Menon Suresh, Sinha Ramen, Manerikar Ravi, Roy Chowdhury S K
Oral and Maxillofacial Surgery, Vydehi Institute of Dental Sciences, Bangalore, India.
J Maxillofac Oral Surg. 2010 Mar;9(1):57-9. doi: 10.1007/s12663-010-0016-9. Epub 2010 Jun 4.
A wide variety of disease processes produce alteration of midfacial skeletal growth, resulting in moderate-to-severe midface deficiency presenting as retrusion associated with Angle's class III malocclusion. Most cases of midface deficiency are seen in patients of cleft lip/palate.
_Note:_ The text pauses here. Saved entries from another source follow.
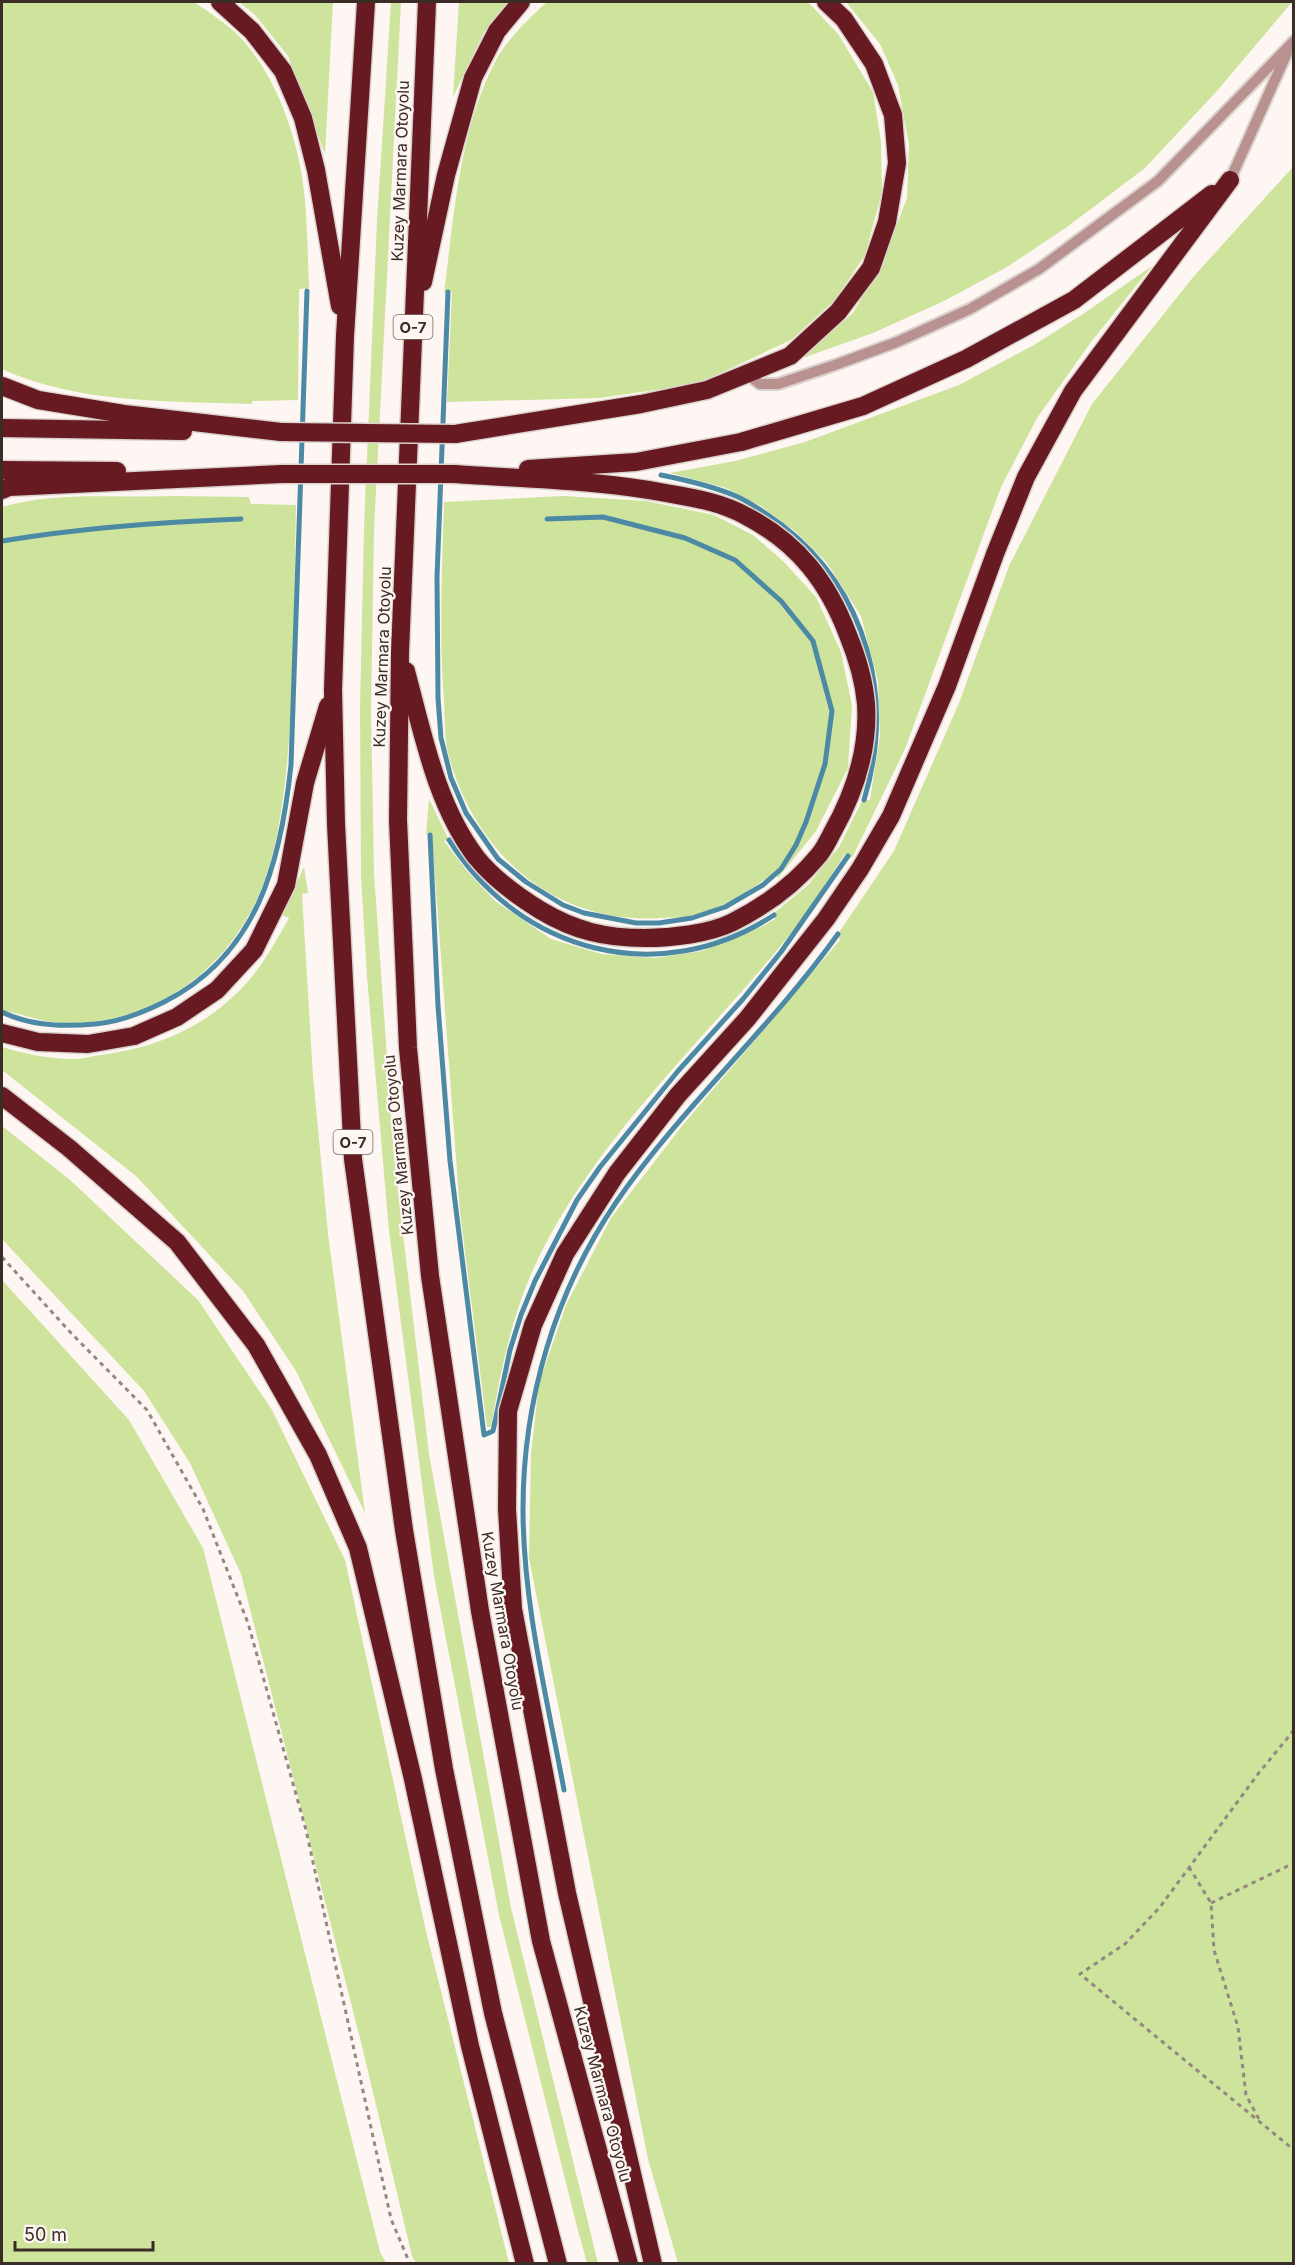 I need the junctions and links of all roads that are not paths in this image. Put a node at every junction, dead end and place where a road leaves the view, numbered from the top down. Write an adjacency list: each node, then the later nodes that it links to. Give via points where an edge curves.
1 (220, 2): 9 (highway, via 252,31 283,71 303,118)
2 (366, 2): 9 (highway, O-7)
3 (427, 2): 8 (highway, Kuzey Marmara Otoyolu / O-7)
4 (521, 2): 8 (highway, via 497,31 473,78)
5 (826, 2): 10 (highway, via 844,19 874,64 893,115 897,164 887,222 871,268 838,312 790,356)
6 (1292, 43): 7 (lane); 10 (lane, via 1158,182 1039,269 970,309 835,366 778,384 760,384)
7 (1230, 180): 16 (highway, via 1074,300 966,359 863,406 741,442 636,462); 25 (highway, via 1073,391 1031,468 947,686 896,805 860,868 826,919 754,1010 678,1095 617,1173 565,1254 533,1325 508,1411 507,1509 513,1609 567,1893)
8 (413, 327): 18 (highway, Kuzey Marmara Otoyolu / O-7)
9 (345, 336): 19 (highway, O-7)
10 (747, 374): 13 (highway, bridge, via 707,390 641,404 455,434)
11 (2, 386): 13 (highway, via 38,400)
12 (2, 428): 13 (highway)
13 (281, 432)
14 (2, 470): 15 (highway)
15 (282, 474): 16 (highway, bridge); 17 (highway)
16 (454, 474): 18 (highway, via 618,484 712,501 746,515 780,537 824,583 859,663 866,705 858,776 821,853 784,891 731,924 673,939 614,938 563,924 519,897 477,858 446,805)
17 (2, 489)
18 (400, 652): 24 (highway, Kuzey Marmara Otoyolu / O-7, via 398,820 407,1036 430,1276 480,1611 541,1941)
19 (333, 690): 20 (highway, via 305,783 286,885 254,950 218,990 177,1017 134,1036 88,1044 38,1042); 23 (highway, O-7, via 353,1159 404,1530 444,1769 493,2013)
20 (2, 1033)
21 (2, 1096): 22 (highway, via 177,1242 256,1345 318,1455 358,1548 470,2046)
22 (525, 2264)
23 (558, 2264)
24 (629, 2264)
25 (653, 2264)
The surgical procedure to correct the clefts, undertaken over a long period of time from infancy to the teens tends to take its toll on the soft tissues over the midface. The scarring that is a feature in these conditions results in hampering of normal growth of the midface causing the deformity. Conventional procedures to correct the deformity by surgical advancement have been less than satisfactory in terms of success. This is where the concept of multidimensional growth using distraction proved useful. Today distraction has proved to be a versatile tool in the correction of midface deficiencies due to its various advantages. Six patients of cleft lip/palate were taken up for advancement of the hypoplastic midface using intra-oral distractors with successful and stable results.
多种疾病过程会导致面中部骨骼生长改变,从而造成中度至重度面中部发育不全,表现为与安氏III类错牙合相关的后缩。大多数面中部发育不全病例见于唇腭裂患者。从婴儿期到青少年期长期进行的修复腭裂的外科手术往往会对面中部的软组织造成损害。这些情况下的瘢痕形成会阻碍面中部的正常生长,导致畸形。通过手术前徙来矫正畸形的传统方法在成功率方面并不理想。在这种情况下,利用牵张成骨的多维生长概念被证明是有用的。如今,由于其各种优点,牵张成骨已被证明是矫正面中部发育不全的一种通用工具。六例唇腭裂患者采用口腔内牵张器进行发育不全面中部的前徙,取得了成功且稳定的效果。